Using smart tags for simplified processing of proteins and peptides

Abstract

The main objectives of this work were to study and exploit the use of stimuli-responsive tags for purification, refolding and process intensification applications at an early stage of downstream processing. Results from this work have opened the way to overcome low purification efficiency and recoveries in bioprocessing flowsheets by elucidation of the means of polymer-biomolecule interaction for selective purification of cellular-derived contaminants, and protein refolding enhancement. Polyethyleneimine (PEI) and poly(methyl methacrylate) (Eudragit) were investigated for protein purification applications. PEI was superior to Eudragit for selective purification of cellular-derived nucleic acids, due to higher cationic properties compared to Eudragit. Polyethylene glycol (PEG) was investigated for its ‘refolding enhancing’ ability for lysozyme and bovine serum albumin model proteins. The effectiveness of PEG in improving refolding yields was dependent on PEG molecular weights and polymer to protein load ratios, where below the critical polymer to protein load, preferential binding of the polymer to the protein was dominant over self-association of the polymer molecules, thus minimising hydrophobic protein aggregation. Investigations of Eudragit as a refolding enhancer are currently ongoing.
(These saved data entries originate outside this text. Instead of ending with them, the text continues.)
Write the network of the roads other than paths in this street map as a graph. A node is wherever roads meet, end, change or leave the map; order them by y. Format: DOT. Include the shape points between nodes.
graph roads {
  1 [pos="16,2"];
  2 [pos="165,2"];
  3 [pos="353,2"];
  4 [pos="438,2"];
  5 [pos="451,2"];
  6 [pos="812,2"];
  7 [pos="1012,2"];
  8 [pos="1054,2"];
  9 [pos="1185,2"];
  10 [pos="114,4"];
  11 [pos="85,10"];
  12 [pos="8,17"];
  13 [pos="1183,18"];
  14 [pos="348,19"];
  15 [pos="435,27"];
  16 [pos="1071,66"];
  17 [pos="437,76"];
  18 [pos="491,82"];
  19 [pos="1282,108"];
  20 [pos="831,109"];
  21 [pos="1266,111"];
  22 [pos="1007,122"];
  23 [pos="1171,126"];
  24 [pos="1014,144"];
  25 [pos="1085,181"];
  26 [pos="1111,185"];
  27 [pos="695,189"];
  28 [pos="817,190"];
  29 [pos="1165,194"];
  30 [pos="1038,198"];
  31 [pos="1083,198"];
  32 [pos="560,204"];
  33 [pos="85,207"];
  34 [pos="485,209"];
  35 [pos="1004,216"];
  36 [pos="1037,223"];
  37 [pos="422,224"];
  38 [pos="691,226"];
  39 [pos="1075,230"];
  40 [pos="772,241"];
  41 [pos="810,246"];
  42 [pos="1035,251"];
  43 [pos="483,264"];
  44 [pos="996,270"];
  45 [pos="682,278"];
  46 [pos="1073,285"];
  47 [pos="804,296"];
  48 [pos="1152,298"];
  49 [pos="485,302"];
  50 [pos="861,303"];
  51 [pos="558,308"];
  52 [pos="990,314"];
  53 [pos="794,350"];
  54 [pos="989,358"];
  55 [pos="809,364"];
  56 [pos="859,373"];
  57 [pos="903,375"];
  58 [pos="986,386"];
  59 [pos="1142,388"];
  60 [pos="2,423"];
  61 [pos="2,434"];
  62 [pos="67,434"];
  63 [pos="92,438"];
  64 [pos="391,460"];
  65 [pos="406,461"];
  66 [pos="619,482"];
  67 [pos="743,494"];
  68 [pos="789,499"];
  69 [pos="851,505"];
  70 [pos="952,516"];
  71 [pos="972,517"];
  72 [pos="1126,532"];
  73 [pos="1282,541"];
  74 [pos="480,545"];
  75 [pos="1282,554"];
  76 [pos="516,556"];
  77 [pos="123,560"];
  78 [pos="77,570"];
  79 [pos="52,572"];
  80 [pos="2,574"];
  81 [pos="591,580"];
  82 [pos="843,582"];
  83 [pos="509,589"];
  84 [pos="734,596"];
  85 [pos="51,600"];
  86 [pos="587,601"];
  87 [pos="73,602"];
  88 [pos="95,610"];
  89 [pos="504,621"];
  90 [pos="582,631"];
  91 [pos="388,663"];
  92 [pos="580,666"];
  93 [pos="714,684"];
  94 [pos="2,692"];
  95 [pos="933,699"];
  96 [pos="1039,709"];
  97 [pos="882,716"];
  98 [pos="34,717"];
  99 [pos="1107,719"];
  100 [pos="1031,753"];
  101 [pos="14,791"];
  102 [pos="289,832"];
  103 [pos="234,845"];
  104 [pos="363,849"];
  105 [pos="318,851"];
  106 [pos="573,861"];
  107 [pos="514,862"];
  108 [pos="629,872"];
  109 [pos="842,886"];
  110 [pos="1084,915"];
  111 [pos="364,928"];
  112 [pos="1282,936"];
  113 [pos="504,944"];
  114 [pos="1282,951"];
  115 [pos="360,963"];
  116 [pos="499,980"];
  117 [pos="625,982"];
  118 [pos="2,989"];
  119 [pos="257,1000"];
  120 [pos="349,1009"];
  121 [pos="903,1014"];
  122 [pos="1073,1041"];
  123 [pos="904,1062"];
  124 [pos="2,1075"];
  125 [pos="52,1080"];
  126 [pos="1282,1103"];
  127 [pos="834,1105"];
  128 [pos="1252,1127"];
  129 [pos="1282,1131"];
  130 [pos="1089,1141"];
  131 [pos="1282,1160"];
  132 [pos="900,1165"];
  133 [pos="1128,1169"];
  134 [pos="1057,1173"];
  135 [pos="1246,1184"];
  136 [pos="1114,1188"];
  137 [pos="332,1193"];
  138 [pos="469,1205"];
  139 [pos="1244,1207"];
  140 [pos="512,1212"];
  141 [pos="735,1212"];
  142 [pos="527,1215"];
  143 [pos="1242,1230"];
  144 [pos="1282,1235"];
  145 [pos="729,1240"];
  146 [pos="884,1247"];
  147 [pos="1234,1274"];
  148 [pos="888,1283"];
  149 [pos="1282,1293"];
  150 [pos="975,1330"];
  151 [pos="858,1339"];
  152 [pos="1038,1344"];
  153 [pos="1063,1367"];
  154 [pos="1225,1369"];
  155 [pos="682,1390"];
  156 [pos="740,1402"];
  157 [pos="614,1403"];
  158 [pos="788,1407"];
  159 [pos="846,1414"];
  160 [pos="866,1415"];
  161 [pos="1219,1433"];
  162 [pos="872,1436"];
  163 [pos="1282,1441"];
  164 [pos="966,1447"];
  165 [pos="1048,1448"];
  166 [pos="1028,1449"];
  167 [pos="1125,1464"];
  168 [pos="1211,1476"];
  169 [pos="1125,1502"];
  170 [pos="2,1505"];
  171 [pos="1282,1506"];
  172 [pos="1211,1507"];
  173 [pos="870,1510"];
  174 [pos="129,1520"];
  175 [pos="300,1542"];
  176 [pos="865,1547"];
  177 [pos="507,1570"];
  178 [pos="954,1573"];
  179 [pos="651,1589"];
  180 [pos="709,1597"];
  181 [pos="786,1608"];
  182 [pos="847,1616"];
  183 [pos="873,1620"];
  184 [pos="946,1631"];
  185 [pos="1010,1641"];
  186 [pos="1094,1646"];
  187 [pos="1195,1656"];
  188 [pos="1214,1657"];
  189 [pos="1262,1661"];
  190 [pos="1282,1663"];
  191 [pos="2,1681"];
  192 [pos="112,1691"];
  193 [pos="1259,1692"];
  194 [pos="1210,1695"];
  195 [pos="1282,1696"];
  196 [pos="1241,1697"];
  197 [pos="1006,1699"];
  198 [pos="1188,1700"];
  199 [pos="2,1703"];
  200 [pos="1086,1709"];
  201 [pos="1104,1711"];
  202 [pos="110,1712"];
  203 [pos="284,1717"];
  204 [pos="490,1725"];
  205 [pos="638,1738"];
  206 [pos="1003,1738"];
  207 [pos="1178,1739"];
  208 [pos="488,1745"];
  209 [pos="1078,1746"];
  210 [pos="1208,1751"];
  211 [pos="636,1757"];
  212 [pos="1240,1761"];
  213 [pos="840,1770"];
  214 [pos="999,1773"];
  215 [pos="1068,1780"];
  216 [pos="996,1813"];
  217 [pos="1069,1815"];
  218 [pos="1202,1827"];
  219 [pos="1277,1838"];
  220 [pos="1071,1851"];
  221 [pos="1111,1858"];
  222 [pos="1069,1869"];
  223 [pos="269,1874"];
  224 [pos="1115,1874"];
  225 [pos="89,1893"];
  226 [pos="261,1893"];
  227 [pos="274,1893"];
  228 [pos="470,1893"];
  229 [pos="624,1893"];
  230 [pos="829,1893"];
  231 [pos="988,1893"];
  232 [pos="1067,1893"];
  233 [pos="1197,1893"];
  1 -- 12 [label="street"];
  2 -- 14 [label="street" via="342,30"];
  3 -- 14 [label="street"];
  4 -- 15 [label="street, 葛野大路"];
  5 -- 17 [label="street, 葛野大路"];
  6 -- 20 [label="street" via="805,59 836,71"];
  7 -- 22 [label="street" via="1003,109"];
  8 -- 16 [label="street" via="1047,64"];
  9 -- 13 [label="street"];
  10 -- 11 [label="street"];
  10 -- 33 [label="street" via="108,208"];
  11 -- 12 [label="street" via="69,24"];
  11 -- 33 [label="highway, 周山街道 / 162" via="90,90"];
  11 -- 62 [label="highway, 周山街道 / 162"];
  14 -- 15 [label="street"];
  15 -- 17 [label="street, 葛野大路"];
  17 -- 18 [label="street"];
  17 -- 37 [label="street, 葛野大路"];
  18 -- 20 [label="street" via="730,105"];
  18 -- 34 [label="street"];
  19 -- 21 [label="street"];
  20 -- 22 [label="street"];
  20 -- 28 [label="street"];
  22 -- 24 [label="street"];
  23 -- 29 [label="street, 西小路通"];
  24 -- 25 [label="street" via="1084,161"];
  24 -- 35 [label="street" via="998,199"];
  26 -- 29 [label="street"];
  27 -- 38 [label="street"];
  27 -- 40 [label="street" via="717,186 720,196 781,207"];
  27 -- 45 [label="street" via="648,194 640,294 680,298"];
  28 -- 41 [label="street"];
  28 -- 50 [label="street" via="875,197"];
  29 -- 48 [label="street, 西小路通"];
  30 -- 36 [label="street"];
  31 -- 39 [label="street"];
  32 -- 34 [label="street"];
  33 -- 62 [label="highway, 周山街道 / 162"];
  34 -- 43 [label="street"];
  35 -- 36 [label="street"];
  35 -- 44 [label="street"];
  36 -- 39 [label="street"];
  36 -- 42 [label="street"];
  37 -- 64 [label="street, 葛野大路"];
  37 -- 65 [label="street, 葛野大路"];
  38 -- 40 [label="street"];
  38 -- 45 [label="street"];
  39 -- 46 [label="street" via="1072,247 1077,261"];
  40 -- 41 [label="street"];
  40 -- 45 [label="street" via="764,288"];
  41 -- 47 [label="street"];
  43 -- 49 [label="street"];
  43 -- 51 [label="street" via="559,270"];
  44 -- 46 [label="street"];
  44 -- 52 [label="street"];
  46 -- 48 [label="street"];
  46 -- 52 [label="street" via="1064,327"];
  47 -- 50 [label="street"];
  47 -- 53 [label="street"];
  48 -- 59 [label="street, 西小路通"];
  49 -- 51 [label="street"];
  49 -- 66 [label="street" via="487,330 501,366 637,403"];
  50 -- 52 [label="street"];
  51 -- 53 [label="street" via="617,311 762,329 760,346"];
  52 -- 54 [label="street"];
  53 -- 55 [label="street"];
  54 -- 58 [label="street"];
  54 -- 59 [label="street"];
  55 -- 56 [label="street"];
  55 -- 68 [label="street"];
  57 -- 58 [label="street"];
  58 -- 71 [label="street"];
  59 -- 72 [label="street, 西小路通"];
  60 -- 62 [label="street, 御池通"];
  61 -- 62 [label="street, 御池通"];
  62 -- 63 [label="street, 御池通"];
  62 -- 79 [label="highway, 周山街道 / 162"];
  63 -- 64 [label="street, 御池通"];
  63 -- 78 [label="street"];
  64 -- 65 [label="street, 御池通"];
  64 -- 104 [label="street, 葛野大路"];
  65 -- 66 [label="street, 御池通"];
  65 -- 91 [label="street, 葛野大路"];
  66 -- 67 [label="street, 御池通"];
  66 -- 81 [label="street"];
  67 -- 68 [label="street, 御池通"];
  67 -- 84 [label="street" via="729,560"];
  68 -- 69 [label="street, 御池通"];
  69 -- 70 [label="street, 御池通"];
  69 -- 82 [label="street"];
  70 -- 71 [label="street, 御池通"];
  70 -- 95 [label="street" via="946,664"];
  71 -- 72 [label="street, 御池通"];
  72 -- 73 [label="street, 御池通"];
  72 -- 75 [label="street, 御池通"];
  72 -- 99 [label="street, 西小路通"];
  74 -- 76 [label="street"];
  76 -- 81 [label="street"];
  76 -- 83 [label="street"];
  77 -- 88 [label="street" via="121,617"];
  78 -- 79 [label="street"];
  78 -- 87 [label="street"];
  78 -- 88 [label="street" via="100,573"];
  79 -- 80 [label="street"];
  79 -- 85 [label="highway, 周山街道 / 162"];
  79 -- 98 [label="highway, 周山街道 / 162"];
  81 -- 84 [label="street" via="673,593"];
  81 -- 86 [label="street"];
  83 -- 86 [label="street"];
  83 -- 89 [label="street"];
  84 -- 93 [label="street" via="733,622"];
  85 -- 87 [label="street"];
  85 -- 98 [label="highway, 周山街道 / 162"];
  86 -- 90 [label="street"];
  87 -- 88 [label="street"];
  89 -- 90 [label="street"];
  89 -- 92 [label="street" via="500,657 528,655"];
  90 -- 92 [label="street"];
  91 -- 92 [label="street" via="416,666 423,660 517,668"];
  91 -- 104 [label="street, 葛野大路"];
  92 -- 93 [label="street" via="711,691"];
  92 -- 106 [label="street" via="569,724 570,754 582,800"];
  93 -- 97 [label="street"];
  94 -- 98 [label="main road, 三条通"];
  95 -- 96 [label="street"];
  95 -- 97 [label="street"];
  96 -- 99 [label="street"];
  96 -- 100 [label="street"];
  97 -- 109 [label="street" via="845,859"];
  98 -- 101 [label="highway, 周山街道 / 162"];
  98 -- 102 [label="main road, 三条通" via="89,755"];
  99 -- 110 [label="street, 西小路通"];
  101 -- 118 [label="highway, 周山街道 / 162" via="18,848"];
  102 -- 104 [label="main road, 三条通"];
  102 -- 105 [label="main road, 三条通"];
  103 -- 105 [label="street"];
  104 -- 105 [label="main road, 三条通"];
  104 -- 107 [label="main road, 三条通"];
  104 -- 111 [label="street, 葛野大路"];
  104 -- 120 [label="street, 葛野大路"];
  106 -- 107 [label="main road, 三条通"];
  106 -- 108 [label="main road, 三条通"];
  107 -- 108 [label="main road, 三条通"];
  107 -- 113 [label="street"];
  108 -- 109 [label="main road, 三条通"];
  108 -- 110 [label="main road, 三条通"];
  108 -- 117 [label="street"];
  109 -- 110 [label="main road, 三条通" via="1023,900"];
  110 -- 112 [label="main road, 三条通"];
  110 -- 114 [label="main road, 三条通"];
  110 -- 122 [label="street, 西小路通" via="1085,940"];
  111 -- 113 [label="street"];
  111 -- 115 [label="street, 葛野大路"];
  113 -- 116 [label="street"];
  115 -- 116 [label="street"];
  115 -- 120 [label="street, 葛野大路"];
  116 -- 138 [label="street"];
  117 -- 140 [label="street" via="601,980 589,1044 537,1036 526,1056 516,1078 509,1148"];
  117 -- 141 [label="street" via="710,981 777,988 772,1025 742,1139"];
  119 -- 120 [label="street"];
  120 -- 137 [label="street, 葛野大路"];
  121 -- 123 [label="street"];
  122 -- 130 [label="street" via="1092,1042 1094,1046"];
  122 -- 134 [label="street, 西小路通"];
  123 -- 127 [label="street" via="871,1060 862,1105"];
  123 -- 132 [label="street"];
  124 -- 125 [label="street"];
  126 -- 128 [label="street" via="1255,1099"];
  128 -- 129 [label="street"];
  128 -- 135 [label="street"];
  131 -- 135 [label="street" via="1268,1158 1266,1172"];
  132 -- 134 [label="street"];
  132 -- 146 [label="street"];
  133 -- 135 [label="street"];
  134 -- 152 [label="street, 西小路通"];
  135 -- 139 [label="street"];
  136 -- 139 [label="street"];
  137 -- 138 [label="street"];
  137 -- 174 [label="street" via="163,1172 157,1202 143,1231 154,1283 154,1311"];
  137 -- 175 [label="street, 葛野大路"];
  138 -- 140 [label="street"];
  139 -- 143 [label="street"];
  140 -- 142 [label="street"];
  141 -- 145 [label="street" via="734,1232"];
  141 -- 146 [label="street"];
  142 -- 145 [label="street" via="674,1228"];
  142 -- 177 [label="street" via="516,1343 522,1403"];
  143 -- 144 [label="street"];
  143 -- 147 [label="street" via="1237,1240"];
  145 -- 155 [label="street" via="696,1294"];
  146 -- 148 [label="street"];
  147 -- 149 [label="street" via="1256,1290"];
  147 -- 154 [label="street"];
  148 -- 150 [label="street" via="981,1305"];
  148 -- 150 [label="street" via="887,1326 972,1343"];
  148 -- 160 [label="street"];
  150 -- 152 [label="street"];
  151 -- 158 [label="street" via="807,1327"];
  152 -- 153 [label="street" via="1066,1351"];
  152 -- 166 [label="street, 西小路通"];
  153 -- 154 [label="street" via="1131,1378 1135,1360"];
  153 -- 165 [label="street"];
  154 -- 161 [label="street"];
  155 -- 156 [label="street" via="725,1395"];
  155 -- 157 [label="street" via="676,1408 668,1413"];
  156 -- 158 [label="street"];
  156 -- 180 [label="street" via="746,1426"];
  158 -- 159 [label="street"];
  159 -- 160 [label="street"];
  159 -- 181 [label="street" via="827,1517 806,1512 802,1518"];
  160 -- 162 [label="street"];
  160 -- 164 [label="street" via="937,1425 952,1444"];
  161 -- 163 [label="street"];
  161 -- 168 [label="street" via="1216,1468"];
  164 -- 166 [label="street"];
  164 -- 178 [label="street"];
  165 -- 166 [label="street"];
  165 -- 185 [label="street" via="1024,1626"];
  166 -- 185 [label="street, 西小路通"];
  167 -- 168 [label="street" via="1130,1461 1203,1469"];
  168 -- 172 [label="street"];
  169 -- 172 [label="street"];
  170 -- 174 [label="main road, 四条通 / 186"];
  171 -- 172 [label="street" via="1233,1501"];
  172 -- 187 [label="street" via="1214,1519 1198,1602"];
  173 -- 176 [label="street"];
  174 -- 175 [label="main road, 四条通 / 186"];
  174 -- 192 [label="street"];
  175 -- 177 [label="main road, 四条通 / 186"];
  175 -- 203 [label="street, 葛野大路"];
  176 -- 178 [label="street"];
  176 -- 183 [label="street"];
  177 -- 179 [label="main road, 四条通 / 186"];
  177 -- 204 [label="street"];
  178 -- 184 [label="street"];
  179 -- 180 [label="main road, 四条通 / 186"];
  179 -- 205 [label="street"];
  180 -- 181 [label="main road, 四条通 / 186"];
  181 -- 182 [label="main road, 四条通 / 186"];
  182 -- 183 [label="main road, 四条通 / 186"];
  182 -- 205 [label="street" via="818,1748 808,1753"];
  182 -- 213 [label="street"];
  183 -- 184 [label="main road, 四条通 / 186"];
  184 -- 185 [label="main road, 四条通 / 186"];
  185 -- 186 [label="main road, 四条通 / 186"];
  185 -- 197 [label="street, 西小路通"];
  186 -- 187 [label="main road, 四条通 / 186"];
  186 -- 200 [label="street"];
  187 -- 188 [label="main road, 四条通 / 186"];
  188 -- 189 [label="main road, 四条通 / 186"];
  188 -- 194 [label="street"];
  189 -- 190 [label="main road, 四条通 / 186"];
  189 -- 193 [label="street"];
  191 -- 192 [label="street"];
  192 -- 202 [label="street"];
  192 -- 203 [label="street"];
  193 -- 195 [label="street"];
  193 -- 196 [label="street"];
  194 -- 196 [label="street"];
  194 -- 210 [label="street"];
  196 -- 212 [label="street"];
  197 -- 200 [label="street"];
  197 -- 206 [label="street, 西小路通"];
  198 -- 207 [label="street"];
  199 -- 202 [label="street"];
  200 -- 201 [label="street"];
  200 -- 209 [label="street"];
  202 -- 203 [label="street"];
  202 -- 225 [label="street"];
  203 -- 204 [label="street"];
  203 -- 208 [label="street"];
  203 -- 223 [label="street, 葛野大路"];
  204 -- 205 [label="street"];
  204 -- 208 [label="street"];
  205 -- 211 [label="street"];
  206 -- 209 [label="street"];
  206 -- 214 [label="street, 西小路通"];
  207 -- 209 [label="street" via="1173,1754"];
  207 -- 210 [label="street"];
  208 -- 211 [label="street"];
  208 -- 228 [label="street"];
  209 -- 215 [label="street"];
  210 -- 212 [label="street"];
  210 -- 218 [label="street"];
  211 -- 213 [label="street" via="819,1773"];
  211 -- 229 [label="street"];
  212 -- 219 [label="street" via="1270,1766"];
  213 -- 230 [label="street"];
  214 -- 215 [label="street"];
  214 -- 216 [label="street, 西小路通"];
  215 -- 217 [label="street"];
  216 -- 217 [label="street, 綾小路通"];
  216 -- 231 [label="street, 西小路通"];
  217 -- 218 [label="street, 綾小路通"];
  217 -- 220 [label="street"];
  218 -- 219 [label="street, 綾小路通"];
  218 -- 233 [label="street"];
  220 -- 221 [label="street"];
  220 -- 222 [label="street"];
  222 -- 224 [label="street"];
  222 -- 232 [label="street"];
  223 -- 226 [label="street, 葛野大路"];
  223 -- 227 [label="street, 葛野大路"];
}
Preliminary results show that Eudragit can significantly enhance lysozyme refolding yield at optimum polymer and urea concentrations. It is envisaged that the ability of the pH-responsive polymer to first preferentially bind refolding intermediates to minimize hydrophobic-driven aggregation and then selectively extract the refolded protein into a purified phase upon a switch in pH conditions, will significantly advance current bioprocessing practices in both laboratory and industry settings.